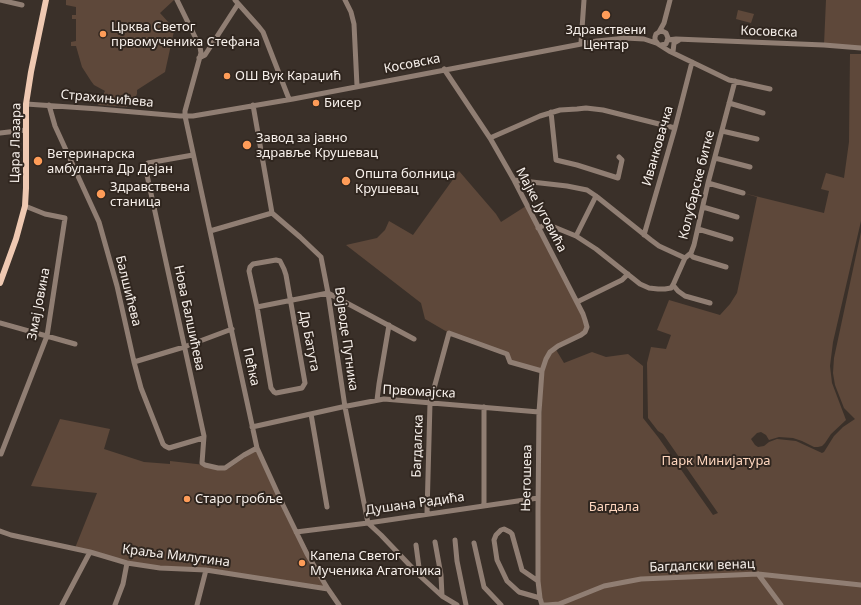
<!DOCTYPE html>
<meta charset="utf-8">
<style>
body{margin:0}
canvas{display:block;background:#3a3029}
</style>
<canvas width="861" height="605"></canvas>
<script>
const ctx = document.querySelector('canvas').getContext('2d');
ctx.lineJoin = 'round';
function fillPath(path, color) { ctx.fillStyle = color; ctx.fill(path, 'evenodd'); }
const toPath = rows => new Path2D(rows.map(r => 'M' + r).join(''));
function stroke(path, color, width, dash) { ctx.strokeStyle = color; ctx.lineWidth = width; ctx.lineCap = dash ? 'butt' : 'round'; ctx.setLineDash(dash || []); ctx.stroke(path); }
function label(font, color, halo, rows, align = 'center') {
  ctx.font = font + ' "Noto Sans",sans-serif'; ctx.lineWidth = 4; ctx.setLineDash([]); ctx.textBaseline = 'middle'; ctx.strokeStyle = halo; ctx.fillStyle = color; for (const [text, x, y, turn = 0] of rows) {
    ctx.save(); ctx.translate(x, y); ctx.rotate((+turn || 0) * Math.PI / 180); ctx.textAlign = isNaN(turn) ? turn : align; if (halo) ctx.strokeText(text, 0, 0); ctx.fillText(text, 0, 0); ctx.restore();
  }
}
const green = toPath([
 [66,0,174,0,160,13,170,24,173,28,174,31,165,72,137,90,137,94,135,98,127,101,127,107,98,105,105,91,94,85,91,81,82,67,76,46,71,46,71,42,76,41,76,19,72,19,72,15,76,15,76,7,66,5],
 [826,0,861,0,861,48,824,45],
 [738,10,754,14,751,23,736,19],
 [850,54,861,54,861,221,833,342,830,366,832,383,846,420,831,434,825,443,822,446,818,447,814,447,802,441,793,438,779,437,769,440,766,435,761,432,757,433,751,439,755,445,758,447,764,446,769,442,777,439,796,441,822,453,824,452,834,436,843,427,855,419,844,408,835,385,833,373,834,358,861,232,861,605,544,605,538,581,542,371,510,362,507,354,449,333,425,319,421,303,346,245,377,238,385,230,389,221,413,235,459,171,496,214,501,222,526,206,585,320,585,332,555,348,564,363,592,352,606,357,628,354,643,366,643,418,658,437,713,515,718,513,663,434,658,431,648,418,647,363,651,347,666,349,671,335,657,330,669,300,720,315,730,304,737,293,757,197,743,193,824,213,829,191,821,189,826,173,844,178,849,142],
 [60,419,110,429,104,449,144,462,170,464,170,461,205,465,228,469,257,449,268,474,328,589,206,570,127,563,75,548,97,493,31,486]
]);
const minor = toPath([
 [0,0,22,5],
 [177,0,200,47,201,53,185,111,185,116,257,448,283,505,307,554,328,589,339,605],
 [235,0,259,27,263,32,289,99],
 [345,0,351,12,354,24,357,86],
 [659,32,664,23,670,0],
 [668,40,676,39,824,45,861,48],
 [581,43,584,0],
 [661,45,666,44,668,38,666,33,662,31,659,32,656,34,655,37,655,40,658,44,669,51,729,80,770,89],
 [673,52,674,43,679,40],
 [199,58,205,55,238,4],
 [444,69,490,138,514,180,583,314,585,320,587,327,585,332,581,335,558,346,550,352,546,359,542,371,539,412,538,509,538,581,540,598,542,605,547,605],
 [729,103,763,113],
 [26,104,99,109,180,116,193,116,293,99,597,41,626,38,644,39,656,43],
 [49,105,55,126,99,222,117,286,134,362,141,388,163,444,165,446,169,448,203,438],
 [253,105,272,213,300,237,321,257,328,293,345,407,368,523,381,535,420,576,442,596,457,605],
 [551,112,556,160,577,165,618,178,622,160,619,157],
 [722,131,757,139],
 [0,133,26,130],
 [490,138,522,124,540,116,560,110,577,109,586,108,603,110,675,128],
 [193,155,148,163,145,166,204,436,202,463,205,465,218,468,225,468,244,455,257,448],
 [715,158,750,167],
 [514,180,567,186,587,190,596,196,651,240,659,246,685,258],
 [708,183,743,193],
 [703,207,737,217],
 [538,228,545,225,554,227,576,236,596,249,640,284,649,288,658,289,665,289,671,288,673,285,685,258,691,253,694,245,708,183,735,81],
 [698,229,731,239],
 [210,231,272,213],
 [644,235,675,128,692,62],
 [576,236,596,196],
 [690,254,693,257,726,267],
 [276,260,280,261,284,269,286,275,305,383,302,388,276,393,274,392,271,388,257,307,249,271,250,267,253,264,276,260],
 [673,285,678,291,685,296,710,303],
 [328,293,414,339],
 [577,302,622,280,628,274],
 [257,307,328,293],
 [0,323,75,344],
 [134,362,184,347,232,329],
 [377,400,379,384,389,325],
 [484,407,484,505],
 [311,414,327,507],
 [252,427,342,407,384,399,539,412],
 [1,454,47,336,65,218,45,214,25,206],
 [427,513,430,403,449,333,507,354,510,362,542,371],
 [0,531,11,535,90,552,127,563,160,568,206,570,328,589],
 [296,532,368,523,538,498],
 [455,540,457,561,466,605],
 [435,542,441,575,442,596],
 [474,543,484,587,501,605],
 [416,545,420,575],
 [758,574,781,605],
 [538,581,522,570,512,534,510,532,504,529,501,530,496,535,494,540,497,560,507,581,519,592,540,598],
 [62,605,90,552],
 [115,605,123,584,127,563],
 [197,605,206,570],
 [547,605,559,604,604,586,641,579,758,574,861,585]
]);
const major = toPath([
 [0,283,16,239,25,206,26,188,26,104,31,72,46,0]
]);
const markers = [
 [606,15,5,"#fe9c58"],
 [103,34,4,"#fe9c58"],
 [227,76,4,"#fe9c58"],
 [316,103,4,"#fe9c58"],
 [247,145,5,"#fe9c58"],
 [38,161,5,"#fe9c58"],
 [346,181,5,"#fe9c58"],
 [101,194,5,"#fe9c58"],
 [187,499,4,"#fe9c58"],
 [302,563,4,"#fe9c58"]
];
const poiNames = [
 ["Црква Светог",111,27],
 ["првомученика Стефана",111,42],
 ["Здравствени",606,30,"center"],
 ["Центар",606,45,"center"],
 ["ОШ Вук Караџић",235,76],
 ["Бисер",324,103],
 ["Завод за јавно",256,138],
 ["здравље Крушевац",256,153],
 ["Ветеринарска",47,154],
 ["амбуланта Др Дејан",47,169],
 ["Општа болница",355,174],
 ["Крушевац",355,189],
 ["Здравствена",110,187],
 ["станица",110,202],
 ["Старо гробље",195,499],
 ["Капела Светог",310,556],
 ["Мученика Агатоника",310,571]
];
const streetNames = [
 ["Косовска",769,32,2],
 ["Косовска",412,64,-11],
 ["Страхињићева",107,99,5],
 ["Цара Лазара",16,143,-89],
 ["Иванковачка",658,146,-74],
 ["Колубарске битке",697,185,-76],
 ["Мајке Југовића",541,210,62],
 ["Балшићева",128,291,76],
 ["Змај Јовина",39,304,-79],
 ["Нова Балшићева",189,318,78],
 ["Војводе Путника",346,339,82],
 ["Др Батута",309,341,79],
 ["Пећка",251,367,78],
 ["Првомајска",419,392,3],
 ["Багдалска",418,446,-88],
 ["Његошева",527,478,-89],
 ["Душана Радића",415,504,-8],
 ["Краља Милутина",176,556,7],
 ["Багдалски венац",702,566,-2]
];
const parkNames = [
 ["Парк Минијатура",716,461],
 ["Багдала",614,507]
];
fillPath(green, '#5e483a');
stroke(minor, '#907e73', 5);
stroke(major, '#efc9b2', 6);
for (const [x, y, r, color] of markers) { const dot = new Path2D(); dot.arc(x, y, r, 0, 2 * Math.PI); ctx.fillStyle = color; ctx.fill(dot); stroke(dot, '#30261f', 1.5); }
label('13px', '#f7f0eb', '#30261f', poiNames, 'left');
label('13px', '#f7f0eb', '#30261f', streetNames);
label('13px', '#ffd7bf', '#30261f', parkNames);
</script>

════════════════

For the string "function", go line by line through the material and copy every line that has it.

function fillPath(path, color) { ctx.fillStyle = color; ctx.fill(path, 'evenodd'); }
function stroke(path, color, width, dash) { ctx.strokeStyle = color; ctx.lineWidth = width; ctx.lineCap = dash ? 'butt' : 'round'; ctx.setLineDash(dash || []); ctx.stroke(path); }
function label(font, color, halo, rows, align = 'center') {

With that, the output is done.